[Information provided]
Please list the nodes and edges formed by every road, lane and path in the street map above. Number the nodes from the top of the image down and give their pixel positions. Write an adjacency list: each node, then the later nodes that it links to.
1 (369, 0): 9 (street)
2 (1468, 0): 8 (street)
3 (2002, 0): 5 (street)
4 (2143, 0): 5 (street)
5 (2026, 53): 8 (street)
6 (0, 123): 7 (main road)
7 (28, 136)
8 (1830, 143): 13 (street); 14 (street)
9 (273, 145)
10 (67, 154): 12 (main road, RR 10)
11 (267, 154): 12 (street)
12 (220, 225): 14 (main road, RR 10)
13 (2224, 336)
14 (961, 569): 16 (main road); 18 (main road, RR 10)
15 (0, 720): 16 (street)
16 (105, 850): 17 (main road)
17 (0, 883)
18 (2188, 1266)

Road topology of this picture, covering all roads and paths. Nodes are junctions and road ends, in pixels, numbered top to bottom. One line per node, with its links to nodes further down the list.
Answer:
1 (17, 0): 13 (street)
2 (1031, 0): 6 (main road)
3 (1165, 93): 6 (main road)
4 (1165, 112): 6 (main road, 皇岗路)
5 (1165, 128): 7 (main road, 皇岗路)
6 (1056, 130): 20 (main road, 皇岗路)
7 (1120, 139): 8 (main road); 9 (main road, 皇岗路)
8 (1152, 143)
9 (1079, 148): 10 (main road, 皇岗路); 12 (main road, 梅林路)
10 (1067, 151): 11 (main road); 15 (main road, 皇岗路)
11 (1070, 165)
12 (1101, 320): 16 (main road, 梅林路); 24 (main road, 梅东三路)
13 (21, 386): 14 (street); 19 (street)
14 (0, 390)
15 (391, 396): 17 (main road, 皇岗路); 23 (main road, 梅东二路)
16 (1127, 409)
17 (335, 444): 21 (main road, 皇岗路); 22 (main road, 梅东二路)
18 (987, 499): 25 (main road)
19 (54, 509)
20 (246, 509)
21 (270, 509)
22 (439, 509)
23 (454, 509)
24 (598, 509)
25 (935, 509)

[Problem to work on]
Copy every line above exactly.

[Answer for this exercise]
Please list the nodes and edges formed by every road, lane and path in the street map above. Number the nodes from the top of the image down and give their pixel positions. Write an adjacency list: each node, then the later nodes that it links to.
1 (369, 0): 9 (street)
2 (1468, 0): 8 (street)
3 (2002, 0): 5 (street)
4 (2143, 0): 5 (street)
5 (2026, 53): 8 (street)
6 (0, 123): 7 (main road)
7 (28, 136)
8 (1830, 143): 13 (street); 14 (street)
9 (273, 145)
10 (67, 154): 12 (main road, RR 10)
11 (267, 154): 12 (street)
12 (220, 225): 14 (main road, RR 10)
13 (2224, 336)
14 (961, 569): 16 (main road); 18 (main road, RR 10)
15 (0, 720): 16 (street)
16 (105, 850): 17 (main road)
17 (0, 883)
18 (2188, 1266)

Road topology of this picture, covering all roads and paths. Nodes are junctions and road ends, in pixels, numbered top to bottom. One line per node, with its links to nodes further down the list.
Answer:
1 (17, 0): 13 (street)
2 (1031, 0): 6 (main road)
3 (1165, 93): 6 (main road)
4 (1165, 112): 6 (main road, 皇岗路)
5 (1165, 128): 7 (main road, 皇岗路)
6 (1056, 130): 20 (main road, 皇岗路)
7 (1120, 139): 8 (main road); 9 (main road, 皇岗路)
8 (1152, 143)
9 (1079, 148): 10 (main road, 皇岗路); 12 (main road, 梅林路)
10 (1067, 151): 11 (main road); 15 (main road, 皇岗路)
11 (1070, 165)
12 (1101, 320): 16 (main road, 梅林路); 24 (main road, 梅东三路)
13 (21, 386): 14 (street); 19 (street)
14 (0, 390)
15 (391, 396): 17 (main road, 皇岗路); 23 (main road, 梅东二路)
16 (1127, 409)
17 (335, 444): 21 (main road, 皇岗路); 22 (main road, 梅东二路)
18 (987, 499): 25 (main road)
19 (54, 509)
20 (246, 509)
21 (270, 509)
22 (439, 509)
23 (454, 509)
24 (598, 509)
25 (935, 509)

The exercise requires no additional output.